• _Instructions to follow_
Show all lines containing "image" from the data below.

• _Recorded data_
──────
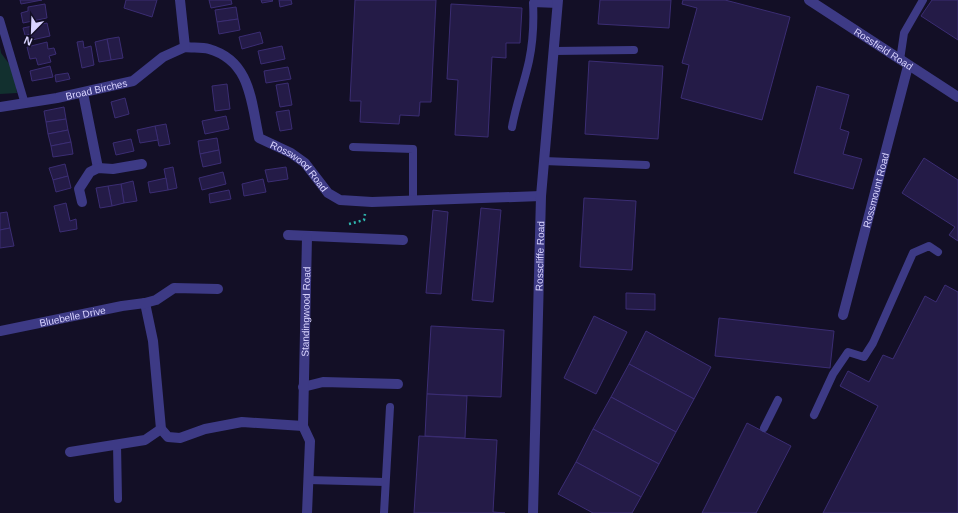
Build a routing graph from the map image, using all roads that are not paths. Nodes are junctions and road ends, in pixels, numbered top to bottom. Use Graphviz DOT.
graph roads {
  1 [pos="180,0"];
  2 [pos="923,0"];
  3 [pos="811,1"];
  4 [pos="558,2"];
  5 [pos="0,20"];
  6 [pos="185,47"];
  7 [pos="634,50"];
  8 [pos="554,51"];
  9 [pos="904,63"];
  10 [pos="83,93"];
  11 [pos="958,97"];
  12 [pos="25,104"];
  13 [pos="0,107"];
  14 [pos="512,127"];
  15 [pos="353,147"];
  16 [pos="544,161"];
  17 [pos="142,164"];
  18 [pos="646,165"];
  19 [pos="98,168"];
  20 [pos="541,196"];
  21 [pos="413,200"];
  22 [pos="82,202"];
  23 [pos="288,235"];
  24 [pos="307,237"];
  25 [pos="403,240"];
  26 [pos="938,252"];
  27 [pos="218,288"];
  28 [pos="145,303"];
  29 [pos="843,315"];
  30 [pos="0,331"];
  31 [pos="398,384"];
  32 [pos="303,387"];
  33 [pos="778,400"];
  34 [pos="390,407"];
  35 [pos="814,415"];
  36 [pos="302,426"];
  37 [pos="764,428"];
  38 [pos="161,429"];
  39 [pos="118,444"];
  40 [pos="70,452"];
  41 [pos="308,480"];
  42 [pos="385,482"];
  43 [pos="118,499"];
  44 [pos="307,513"];
  45 [pos="384,513"];
  46 [pos="533,513"];
  1 -- 6 [label="street"];
  2 -- 9 [label="lane"];
  3 -- 9 [label="street, Rossfield Road"];
  4 -- 8 [label="street, Rosscliffe Road"];
  4 -- 14 [label="lane"];
  5 -- 12 [label="lane"];
  6 -- 10 [label="street, Broad Birches"];
  6 -- 21 [label="street, Rosswood Road"];
  7 -- 8 [label="lane"];
  8 -- 16 [label="street, Rosscliffe Road"];
  9 -- 11 [label="street, Rossfield Road"];
  9 -- 29 [label="street, Rossmount Road"];
  10 -- 12 [label="street, Broad Birches"];
  10 -- 19 [label="street"];
  12 -- 13 [label="street, Broad Birches"];
  15 -- 21 [label="lane"];
  16 -- 18 [label="lane"];
  16 -- 20 [label="street, Rosscliffe Road"];
  17 -- 19 [label="street"];
  19 -- 22 [label="street"];
  20 -- 21 [label="street, Rosswood Road"];
  20 -- 46 [label="street, Rosscliffe Road"];
  23 -- 24 [label="street"];
  24 -- 25 [label="street"];
  24 -- 32 [label="street, Standingwood Road"];
  26 -- 35 [label="lane"];
  27 -- 28 [label="street, Bluebelle Drive"];
  28 -- 30 [label="street, Bluebelle Drive"];
  28 -- 38 [label="street"];
  31 -- 32 [label="street"];
  32 -- 36 [label="street, Standingwood Road"];
  33 -- 37 [label="lane"];
  34 -- 42 [label="lane"];
  36 -- 38 [label="street"];
  36 -- 41 [label="street, Standingwood Road"];
  38 -- 39 [label="street"];
  39 -- 40 [label="street"];
  39 -- 43 [label="lane"];
  41 -- 42 [label="lane"];
  41 -- 44 [label="street, Standingwood Road"];
  42 -- 45 [label="lane"];
}
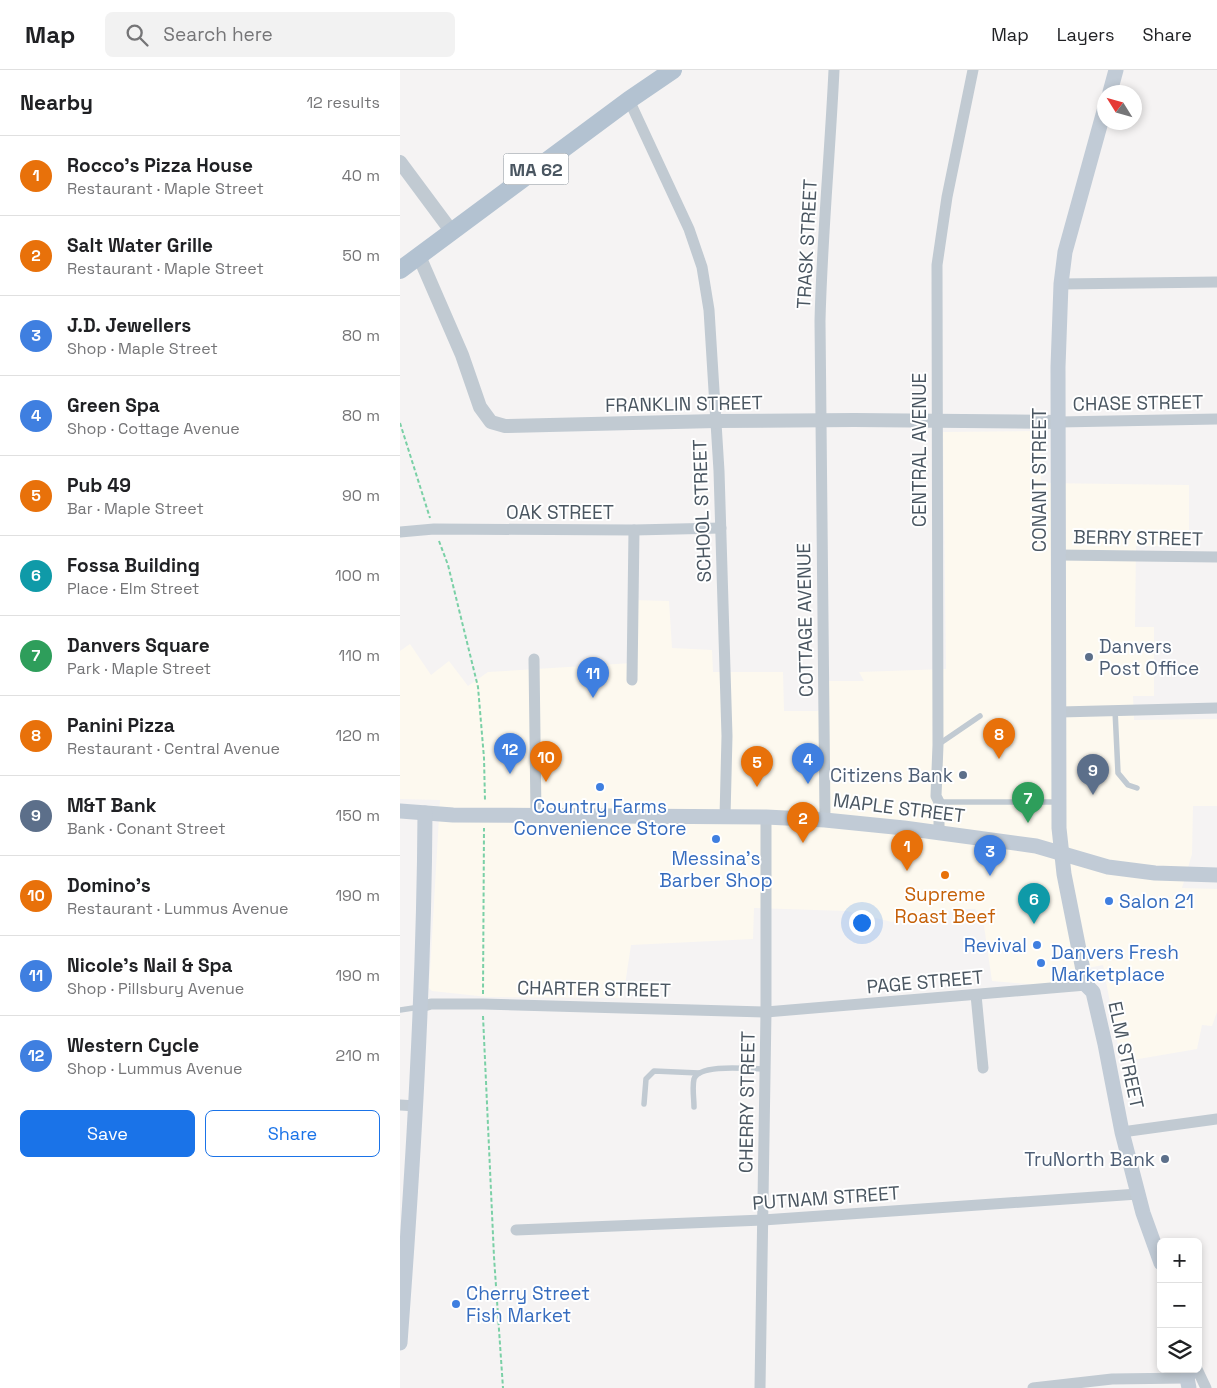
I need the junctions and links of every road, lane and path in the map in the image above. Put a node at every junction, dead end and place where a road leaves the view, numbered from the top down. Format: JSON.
{"nodes":[{"id":1,"x":673,"y":70,"type":"edge"},
{"id":2,"x":834,"y":70,"type":"edge"},
{"id":3,"x":973,"y":70,"type":"edge"},
{"id":4,"x":1116,"y":70,"type":"edge"},
{"id":5,"x":1112,"y":85,"type":"edge"},
{"id":6,"x":630,"y":100,"type":"junction"},
{"id":7,"x":1099,"y":130,"type":"edge"},
{"id":8,"x":400,"y":162,"type":"edge"},
{"id":9,"x":452,"y":232,"type":"junction"},
{"id":10,"x":419,"y":256,"type":"junction"},
{"id":11,"x":400,"y":270,"type":"edge"},
{"id":12,"x":1217,"y":282,"type":"edge"},
{"id":13,"x":1061,"y":284,"type":"junction"},
{"id":14,"x":1217,"y":419,"type":"edge"},
{"id":15,"x":716,"y":421,"type":"junction"},
{"id":16,"x":821,"y":421,"type":"junction"},
{"id":17,"x":936,"y":422,"type":"junction"},
{"id":18,"x":1059,"y":422,"type":"junction"},
{"id":19,"x":400,"y":423,"type":"edge"},
{"id":20,"x":721,"y":528,"type":"junction"},
{"id":21,"x":434,"y":529,"type":"junction"},
{"id":22,"x":634,"y":530,"type":"junction"},
{"id":23,"x":400,"y":532,"type":"edge"},
{"id":24,"x":1059,"y":555,"type":"junction"},
{"id":25,"x":1217,"y":557,"type":"edge"},
{"id":26,"x":534,"y":659,"type":"dead end"},
{"id":27,"x":632,"y":680,"type":"dead end"},
{"id":28,"x":1217,"y":708,"type":"edge"},
{"id":29,"x":1115,"y":710,"type":"junction"},
{"id":30,"x":1060,"y":712,"type":"junction"},
{"id":31,"x":980,"y":716,"type":"dead end"},
{"id":32,"x":938,"y":745,"type":"junction"},
{"id":33,"x":1137,"y":788,"type":"dead end"},
{"id":34,"x":485,"y":801,"type":"dead end"},
{"id":35,"x":939,"y":802,"type":"junction"},
{"id":36,"x":1060,"y":802,"type":"junction"},
{"id":37,"x":402,"y":809,"type":"edge"},
{"id":38,"x":425,"y":813,"type":"junction"},
{"id":39,"x":536,"y":816,"type":"junction"},
{"id":40,"x":725,"y":817,"type":"junction"},
{"id":41,"x":766,"y":817,"type":"junction"},
{"id":42,"x":824,"y":820,"type":"junction"},
{"id":43,"x":484,"y":827,"type":"dead end"},
{"id":44,"x":939,"y":832,"type":"junction"},
{"id":45,"x":1062,"y":854,"type":"junction"},
{"id":46,"x":1217,"y":875,"type":"edge"},
{"id":47,"x":1086,"y":985,"type":"junction"},
{"id":48,"x":976,"y":995,"type":"junction"},
{"id":49,"x":483,"y":1004,"type":"junction"},
{"id":50,"x":421,"y":1007,"type":"junction"},
{"id":51,"x":400,"y":1010,"type":"edge"},
{"id":52,"x":766,"y":1012,"type":"junction"},
{"id":53,"x":983,"y":1068,"type":"dead end"},
{"id":54,"x":765,"y":1069,"type":"junction"},
{"id":55,"x":699,"y":1072,"type":"junction"},
{"id":56,"x":644,"y":1104,"type":"dead end"},
{"id":57,"x":400,"y":1105,"type":"edge"},
{"id":58,"x":416,"y":1106,"type":"junction"},
{"id":59,"x":694,"y":1107,"type":"dead end"},
{"id":60,"x":1217,"y":1119,"type":"edge"},
{"id":61,"x":1122,"y":1132,"type":"junction"},
{"id":62,"x":1138,"y":1194,"type":"junction"},
{"id":63,"x":763,"y":1220,"type":"junction"},
{"id":64,"x":404,"y":1227,"type":"edge"},
{"id":65,"x":516,"y":1230,"type":"dead end"},
{"id":66,"x":1157,"y":1251,"type":"edge"},
{"id":67,"x":400,"y":1344,"type":"edge"},
{"id":68,"x":1191,"y":1376,"type":"edge"},
{"id":69,"x":503,"y":1388,"type":"edge"},
{"id":70,"x":760,"y":1388,"type":"edge"},
{"id":71,"x":1033,"y":1388,"type":"edge"},
{"id":72,"x":1206,"y":1388,"type":"edge"}],
"edges":[{"from":1,"to":6,"type":"main road","number":"MA 62"},
{"from":2,"to":16,"type":"street","name":"TRASK STREET"},
{"from":3,"to":17,"type":"street","name":"CENTRAL AVENUE"},
{"from":4,"to":5,"type":"main road"},
{"from":6,"to":9,"type":"main road","number":"MA 62"},
{"from":6,"to":15,"type":"street","name":"SCHOOL STREET"},
{"from":7,"to":13,"type":"main road","name":"CONANT STREET"},
{"from":8,"to":9,"type":"street"},
{"from":9,"to":10,"type":"main road","number":"MA 62"},
{"from":10,"to":11,"type":"main road","number":"MA 62"},
{"from":10,"to":15,"type":"street","name":"FRANKLIN STREET"},
{"from":12,"to":13,"type":"street"},
{"from":13,"to":18,"type":"main road","name":"CONANT STREET"},
{"from":14,"to":18,"type":"street","name":"CHASE STREET"},
{"from":15,"to":16,"type":"street","name":"FRANKLIN STREET"},
{"from":15,"to":20,"type":"street","name":"SCHOOL STREET"},
{"from":16,"to":17,"type":"street","name":"FRANKLIN STREET"},
{"from":16,"to":42,"type":"street","name":"COTTAGE AVENUE"},
{"from":17,"to":18,"type":"street","name":"FRANKLIN STREET"},
{"from":17,"to":32,"type":"street","name":"CENTRAL AVENUE"},
{"from":18,"to":24,"type":"main road","name":"CONANT STREET"},
{"from":19,"to":21,"type":"path"},
{"from":20,"to":22,"type":"street","name":"OAK STREET"},
{"from":20,"to":40,"type":"street","name":"SCHOOL STREET"},
{"from":21,"to":22,"type":"street","name":"OAK STREET"},
{"from":21,"to":23,"type":"street","name":"OAK STREET"},
{"from":21,"to":34,"type":"path"},
{"from":22,"to":27,"type":"street"},
{"from":24,"to":25,"type":"street","name":"BERRY STREET"},
{"from":24,"to":30,"type":"main road","name":"CONANT STREET"},
{"from":26,"to":39,"type":"street"},
{"from":28,"to":29,"type":"street"},
{"from":29,"to":30,"type":"street"},
{"from":29,"to":33,"type":"lane"},
{"from":30,"to":36,"type":"main road","name":"CONANT STREET"},
{"from":31,"to":32,"type":"lane"},
{"from":32,"to":35,"type":"street","name":"CENTRAL AVENUE"},
{"from":35,"to":36,"type":"lane"},
{"from":35,"to":44,"type":"street","name":"CENTRAL AVENUE"},
{"from":36,"to":45,"type":"main road","name":"CONANT STREET"},
{"from":37,"to":38,"type":"main road","name":"MAPLE STREET"},
{"from":38,"to":39,"type":"main road","name":"MAPLE STREET"},
{"from":38,"to":50,"type":"main road"},
{"from":39,"to":40,"type":"main road","name":"MAPLE STREET"},
{"from":40,"to":41,"type":"main road","name":"MAPLE STREET"},
{"from":41,"to":42,"type":"main road","name":"MAPLE STREET"},
{"from":41,"to":52,"type":"street","name":"CHERRY STREET"},
{"from":42,"to":44,"type":"main road","name":"MAPLE STREET"},
{"from":43,"to":49,"type":"path"},
{"from":44,"to":45,"type":"main road","name":"MAPLE STREET"},
{"from":45,"to":46,"type":"main road","name":"MAPLE STREET"},
{"from":45,"to":47,"type":"main road","name":"ELM STREET"},
{"from":47,"to":48,"type":"street","name":"PAGE STREET"},
{"from":47,"to":61,"type":"main road","name":"ELM STREET"},
{"from":48,"to":52,"type":"street","name":"PAGE STREET"},
{"from":48,"to":53,"type":"street"},
{"from":49,"to":50,"type":"street","name":"CHARTER STREET"},
{"from":49,"to":52,"type":"street","name":"CHARTER STREET"},
{"from":49,"to":69,"type":"path"},
{"from":50,"to":51,"type":"lane"},
{"from":50,"to":58,"type":"main road"},
{"from":52,"to":54,"type":"street","name":"CHERRY STREET"},
{"from":54,"to":55,"type":"lane"},
{"from":54,"to":63,"type":"street","name":"CHERRY STREET"},
{"from":55,"to":56,"type":"lane"},
{"from":55,"to":59,"type":"lane"},
{"from":57,"to":58,"type":"street"},
{"from":58,"to":64,"type":"main road"},
{"from":60,"to":61,"type":"street"},
{"from":61,"to":62,"type":"main road","name":"ELM STREET"},
{"from":62,"to":63,"type":"street","name":"PUTNAM STREET"},
{"from":62,"to":66,"type":"main road","name":"ELM STREET"},
{"from":63,"to":65,"type":"street","name":"PUTNAM STREET"},
{"from":63,"to":70,"type":"street","name":"CHERRY STREET"},
{"from":64,"to":67,"type":"main road"},
{"from":68,"to":71,"type":"street"},
{"from":68,"to":72,"type":"street"}]}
──────
• _Reply_
Build a routing graph from the map image, using all roads that are not paths. Nodes are junctions and road ends, in pixels, numbered top to bottom. Use Graphviz DOT.
I need the junctions and links of every road, lane and path in the map in the image above. Put a node at every junction, dead end and place where a road leaves the view, numbered from the top down. Format: JSON.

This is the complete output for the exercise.